(About this exercise)
Reproduce the records that follow in full, excluding any picture they contain.

Information given START

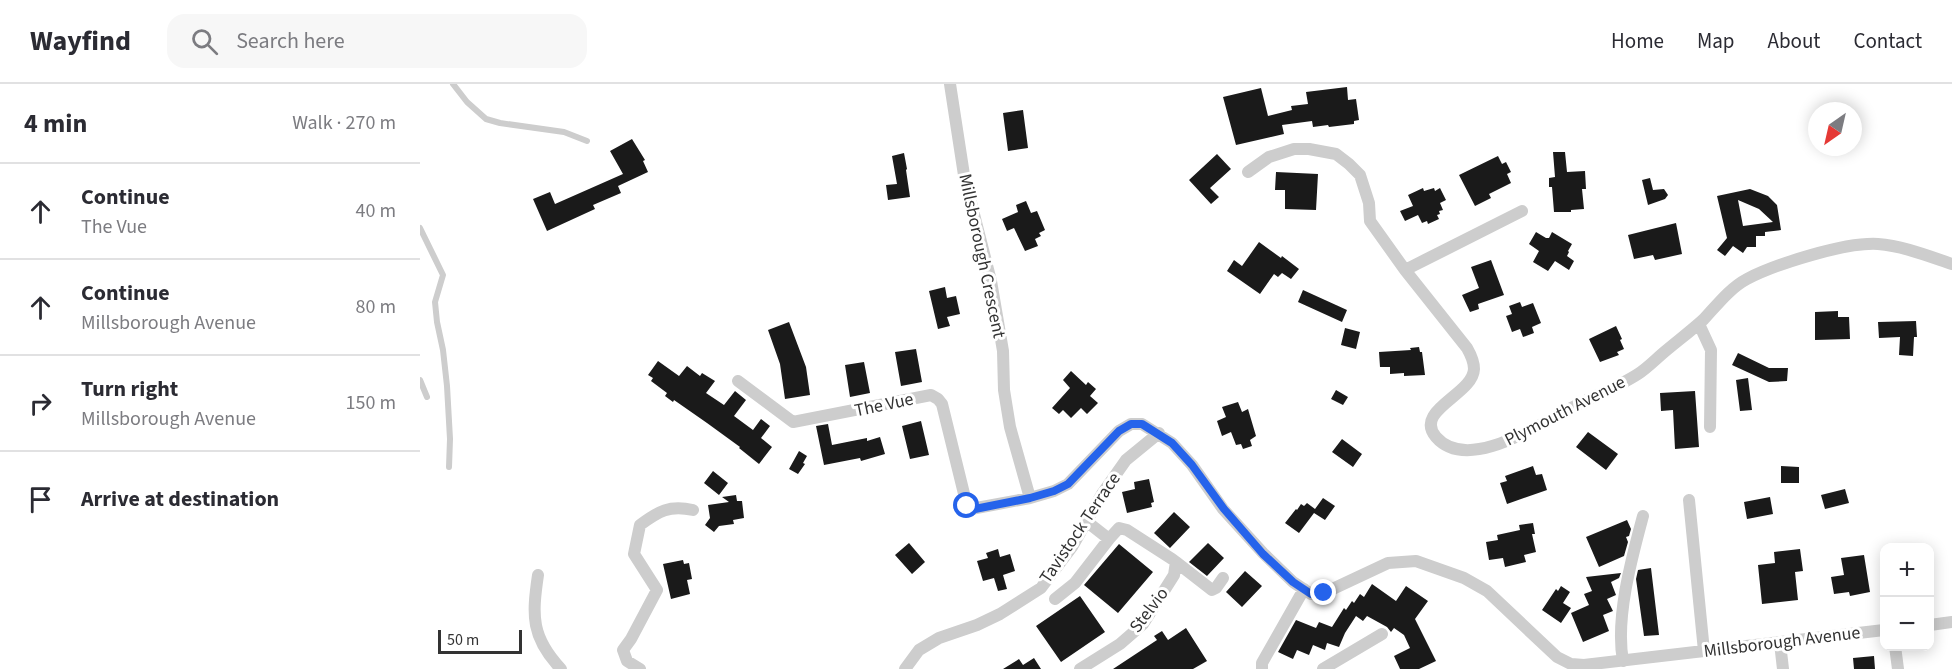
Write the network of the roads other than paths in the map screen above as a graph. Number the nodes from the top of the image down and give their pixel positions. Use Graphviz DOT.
graph roads {
  1 [pos="453,84"];
  2 [pos="950,84"];
  3 [pos="586,141"];
  4 [pos="1248,172"];
  5 [pos="1521,211"];
  6 [pos="420,228"];
  7 [pos="1952,264"];
  8 [pos="1406,270"];
  9 [pos="1699,324"];
  10 [pos="420,380"];
  11 [pos="738,381"];
  12 [pos="427,397"];
  13 [pos="1710,427"];
  14 [pos="1159,434"];
  15 [pos="449,467"];
  16 [pos="1030,498"];
  17 [pos="1689,500"];
  18 [pos="693,510"];
  19 [pos="1643,516"];
  20 [pos="1086,520"];
  21 [pos="1109,539"];
  22 [pos="1176,562"];
  23 [pos="538,575"];
  24 [pos="1223,578"];
  25 [pos="1304,589"];
  26 [pos="1055,598"];
  27 [pos="1952,622"];
  28 [pos="1934,624"];
  29 [pos="1880,630"];
  30 [pos="1382,634"];
  31 [pos="1780,643"];
  32 [pos="1704,651"];
  33 [pos="1896,651"];
  34 [pos="1623,661"];
  35 [pos="1582,667"];
  36 [pos="561,669"];
  37 [pos="640,669"];
  38 [pos="905,669"];
  39 [pos="1080,669"];
  40 [pos="1262,669"];
  41 [pos="1323,669"];
  42 [pos="1783,669"];
  43 [pos="1898,669"];
  1 -- 3 [label="lane"];
  2 -- 16 [label="street, Millsborough Crescent"];
  4 -- 8 [label="street, Plymouth Avenue"];
  5 -- 8 [label="street"];
  6 -- 15 [label="lane"];
  7 -- 9 [label="street, Plymouth Avenue"];
  8 -- 9 [label="street, Plymouth Avenue"];
  9 -- 13 [label="street"];
  10 -- 12 [label="lane"];
  11 -- 16 [label="street, The Vue"];
  14 -- 16 [label="street"];
  14 -- 20 [label="street, Tavistock Terrace"];
  14 -- 25 [label="street"];
  17 -- 32 [label="street"];
  18 -- 37 [label="street"];
  19 -- 34 [label="street"];
  20 -- 21 [label="street"];
  20 -- 38 [label="street, Tavistock Terrace"];
  21 -- 22 [label="street"];
  21 -- 26 [label="street"];
  22 -- 24 [label="street"];
  22 -- 39 [label="street, Stelvio"];
  23 -- 36 [label="street"];
  25 -- 35 [label="street, Millsborough Avenue"];
  25 -- 40 [label="street"];
  27 -- 28 [label="street"];
  29 -- 31 [label="street, Millsborough Avenue"];
  30 -- 41 [label="street"];
  31 -- 32 [label="street, Millsborough Avenue"];
  31 -- 42 [label="street"];
  32 -- 34 [label="street, Millsborough Avenue"];
  33 -- 43 [label="street"];
  34 -- 35 [label="street, Millsborough Avenue"];
}
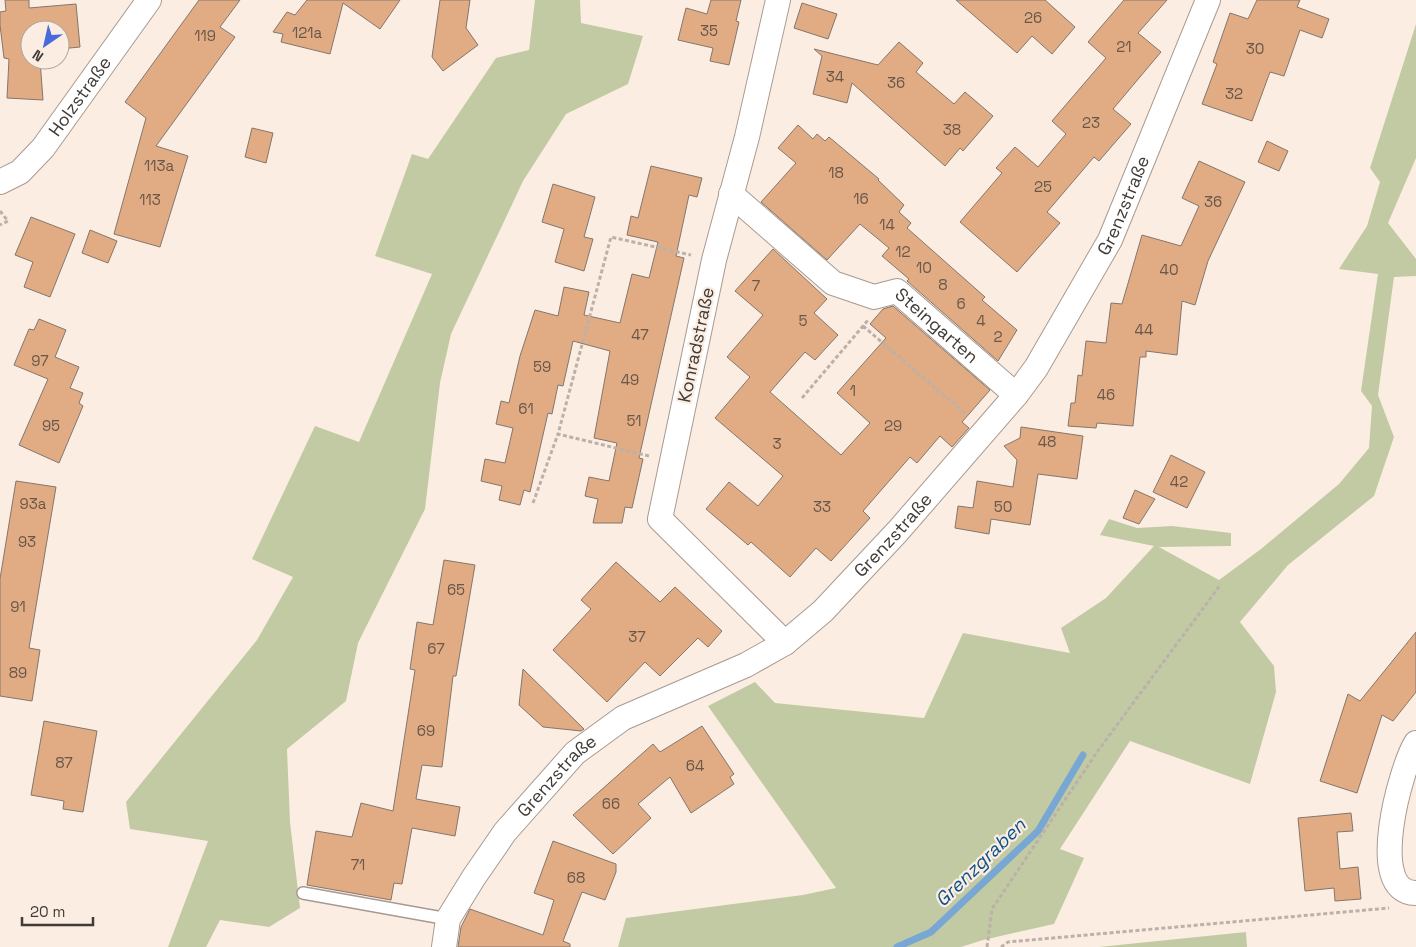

Information given END

(Solution to this exercise)
Write the network of the roads other than paths in the map screen above as a graph. Number the nodes from the top of the image down and give their pixel positions. Use Graphviz DOT.
graph roads {
  1 [pos="453,84"];
  2 [pos="950,84"];
  3 [pos="586,141"];
  4 [pos="1248,172"];
  5 [pos="1521,211"];
  6 [pos="420,228"];
  7 [pos="1952,264"];
  8 [pos="1406,270"];
  9 [pos="1699,324"];
  10 [pos="420,380"];
  11 [pos="738,381"];
  12 [pos="427,397"];
  13 [pos="1710,427"];
  14 [pos="1159,434"];
  15 [pos="449,467"];
  16 [pos="1030,498"];
  17 [pos="1689,500"];
  18 [pos="693,510"];
  19 [pos="1643,516"];
  20 [pos="1086,520"];
  21 [pos="1109,539"];
  22 [pos="1176,562"];
  23 [pos="538,575"];
  24 [pos="1223,578"];
  25 [pos="1304,589"];
  26 [pos="1055,598"];
  27 [pos="1952,622"];
  28 [pos="1934,624"];
  29 [pos="1880,630"];
  30 [pos="1382,634"];
  31 [pos="1780,643"];
  32 [pos="1704,651"];
  33 [pos="1896,651"];
  34 [pos="1623,661"];
  35 [pos="1582,667"];
  36 [pos="561,669"];
  37 [pos="640,669"];
  38 [pos="905,669"];
  39 [pos="1080,669"];
  40 [pos="1262,669"];
  41 [pos="1323,669"];
  42 [pos="1783,669"];
  43 [pos="1898,669"];
  1 -- 3 [label="lane"];
  2 -- 16 [label="street, Millsborough Crescent"];
  4 -- 8 [label="street, Plymouth Avenue"];
  5 -- 8 [label="street"];
  6 -- 15 [label="lane"];
  7 -- 9 [label="street, Plymouth Avenue"];
  8 -- 9 [label="street, Plymouth Avenue"];
  9 -- 13 [label="street"];
  10 -- 12 [label="lane"];
  11 -- 16 [label="street, The Vue"];
  14 -- 16 [label="street"];
  14 -- 20 [label="street, Tavistock Terrace"];
  14 -- 25 [label="street"];
  17 -- 32 [label="street"];
  18 -- 37 [label="street"];
  19 -- 34 [label="street"];
  20 -- 21 [label="street"];
  20 -- 38 [label="street, Tavistock Terrace"];
  21 -- 22 [label="street"];
  21 -- 26 [label="street"];
  22 -- 24 [label="street"];
  22 -- 39 [label="street, Stelvio"];
  23 -- 36 [label="street"];
  25 -- 35 [label="street, Millsborough Avenue"];
  25 -- 40 [label="street"];
  27 -- 28 [label="street"];
  29 -- 31 [label="street, Millsborough Avenue"];
  30 -- 41 [label="street"];
  31 -- 32 [label="street, Millsborough Avenue"];
  31 -- 42 [label="street"];
  32 -- 34 [label="street, Millsborough Avenue"];
  33 -- 43 [label="street"];
  34 -- 35 [label="street, Millsborough Avenue"];
}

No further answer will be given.